UAE EMIRATES JOINS THE SUPERTEAMS
The men’s WorldTour is officially a 19-team division. However, there’s a hierarchy, and you could roughly divide the teams into three categories - the superteams at the top, strugglers at the bottom, and everybody else in between. Through 2020, the superteams were the Ineos Grenadiers, Jumbo-Visma and Deceuninck-Quick Step. Ineos’s budget, roster and record in the Tour de France in the last few years guaranteed them a place at the top, while Jumbo-Visma have built a team over several seasons which can now match Ineos in the grand tours. Jumbo-Visma also have a monument winner in Wout van Aert.
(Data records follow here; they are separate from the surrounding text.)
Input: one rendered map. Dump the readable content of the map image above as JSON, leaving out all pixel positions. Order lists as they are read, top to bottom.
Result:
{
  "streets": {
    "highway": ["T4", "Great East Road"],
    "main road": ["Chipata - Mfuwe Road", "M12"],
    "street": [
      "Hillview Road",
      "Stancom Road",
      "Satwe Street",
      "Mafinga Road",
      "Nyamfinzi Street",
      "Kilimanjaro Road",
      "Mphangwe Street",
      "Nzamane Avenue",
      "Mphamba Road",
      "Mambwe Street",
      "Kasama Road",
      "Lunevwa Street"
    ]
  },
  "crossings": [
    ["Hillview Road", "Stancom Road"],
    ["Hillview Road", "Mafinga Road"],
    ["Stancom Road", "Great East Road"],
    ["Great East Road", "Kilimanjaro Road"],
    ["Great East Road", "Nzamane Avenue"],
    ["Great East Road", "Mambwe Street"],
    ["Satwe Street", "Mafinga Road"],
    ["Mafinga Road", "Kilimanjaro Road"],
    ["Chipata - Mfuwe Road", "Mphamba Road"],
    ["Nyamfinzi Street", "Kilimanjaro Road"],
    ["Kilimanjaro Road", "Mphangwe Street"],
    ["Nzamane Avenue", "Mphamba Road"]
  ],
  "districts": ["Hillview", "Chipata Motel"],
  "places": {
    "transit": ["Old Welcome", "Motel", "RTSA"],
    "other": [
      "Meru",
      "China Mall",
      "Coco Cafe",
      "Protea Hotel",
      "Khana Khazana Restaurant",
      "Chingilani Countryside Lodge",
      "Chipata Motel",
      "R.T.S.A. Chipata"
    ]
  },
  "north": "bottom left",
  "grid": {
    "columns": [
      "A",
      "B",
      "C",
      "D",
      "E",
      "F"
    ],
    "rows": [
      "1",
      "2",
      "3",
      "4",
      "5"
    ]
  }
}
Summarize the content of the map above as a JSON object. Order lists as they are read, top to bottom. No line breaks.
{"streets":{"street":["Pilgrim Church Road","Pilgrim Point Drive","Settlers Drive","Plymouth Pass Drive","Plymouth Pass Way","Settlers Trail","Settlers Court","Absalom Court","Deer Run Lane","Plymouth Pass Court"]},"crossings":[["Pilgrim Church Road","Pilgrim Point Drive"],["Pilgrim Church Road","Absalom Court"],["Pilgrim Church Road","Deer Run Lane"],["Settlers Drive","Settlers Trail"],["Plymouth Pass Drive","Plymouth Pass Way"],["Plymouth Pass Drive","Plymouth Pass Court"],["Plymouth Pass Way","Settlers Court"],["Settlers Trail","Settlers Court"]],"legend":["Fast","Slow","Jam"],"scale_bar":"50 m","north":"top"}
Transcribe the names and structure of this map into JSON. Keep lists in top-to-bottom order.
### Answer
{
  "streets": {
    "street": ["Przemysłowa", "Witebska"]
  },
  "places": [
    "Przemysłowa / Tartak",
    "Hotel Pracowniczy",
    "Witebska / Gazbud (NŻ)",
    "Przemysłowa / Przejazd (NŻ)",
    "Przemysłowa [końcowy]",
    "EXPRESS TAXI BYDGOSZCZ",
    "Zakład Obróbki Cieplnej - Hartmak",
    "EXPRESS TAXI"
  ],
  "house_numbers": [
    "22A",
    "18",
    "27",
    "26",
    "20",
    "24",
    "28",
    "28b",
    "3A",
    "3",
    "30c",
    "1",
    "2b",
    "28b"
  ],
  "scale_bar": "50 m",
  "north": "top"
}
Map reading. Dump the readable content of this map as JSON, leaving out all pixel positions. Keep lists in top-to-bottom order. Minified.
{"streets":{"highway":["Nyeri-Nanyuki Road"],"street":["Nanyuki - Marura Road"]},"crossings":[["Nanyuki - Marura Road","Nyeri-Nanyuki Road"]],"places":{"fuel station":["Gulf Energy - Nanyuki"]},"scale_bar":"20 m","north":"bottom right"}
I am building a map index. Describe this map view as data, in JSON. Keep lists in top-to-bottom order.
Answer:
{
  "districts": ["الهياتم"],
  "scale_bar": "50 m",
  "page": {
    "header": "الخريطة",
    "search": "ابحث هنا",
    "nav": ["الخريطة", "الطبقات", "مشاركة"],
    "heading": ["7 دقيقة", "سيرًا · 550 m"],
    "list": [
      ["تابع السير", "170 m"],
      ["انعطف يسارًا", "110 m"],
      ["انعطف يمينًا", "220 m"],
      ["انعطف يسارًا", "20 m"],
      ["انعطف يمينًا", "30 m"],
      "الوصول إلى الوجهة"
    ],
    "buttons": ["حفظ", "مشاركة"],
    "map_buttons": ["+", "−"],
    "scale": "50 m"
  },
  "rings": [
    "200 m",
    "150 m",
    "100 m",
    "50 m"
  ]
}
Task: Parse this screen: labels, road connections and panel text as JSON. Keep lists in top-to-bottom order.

Deceuninck have won more races than any other team, year in, year out - the last time they did not end the season with more wins than any other team was 2012, which is an astonishing record, and they’ve been particularly dominant in one-day racing.
But as 2021 begins, it looks like UAE Emirates are joining these three teams as the dominant forces in the men’s WorldTour. They won the Tour de France with Tadej Pogacar and though they were happy to sit back and let Jumbo-Visma make the running in that event, partly out of choice, partly out of necessity, they’ve slowly built a formidable support crew for the Slovenian in the grand tours. They are covered in the cobbled classics by perennial contender and former Tour of Flanders winner Alexander Kristoff, in the sprints by Fernando Gaviria, if he re-finds his former speed, and in the hilly classics by surprise new signing Marc Hirschi, who came close in both Liège-Bastogne-Liège and the World Championships last year.
UAE have one of the biggest budgets in cycling, and are throwing a lot of money at building a very strong team. They’ve hired respected staff, like manager Allan Peiper, and though they’ve had to buy established riders out of necessity, they’ve prioritised signing youth - they got Pogacar straight out of the U23 ranks.
When UAE took over Lampre’s infrastructure and WorldTour licence in 2017, the Italian team had finished outside the top 10 teams for eight consecutive years according to the Procyclingstats.com ranking system. Since then, they’ve finished the year in 12th, 15th, sixth and third place, and wins in the last three years have gone from 12 in 2018 through 30 in 2019 to 33 last year, despite the truncated calendar. Not every follower of cycling is a fan of the human rights record of the UAE, as reported by Amnesty International, or of the oil money that has bought them such strength. But on a sporting level, UAE Team Emirates are now among the very strongest teams in the world.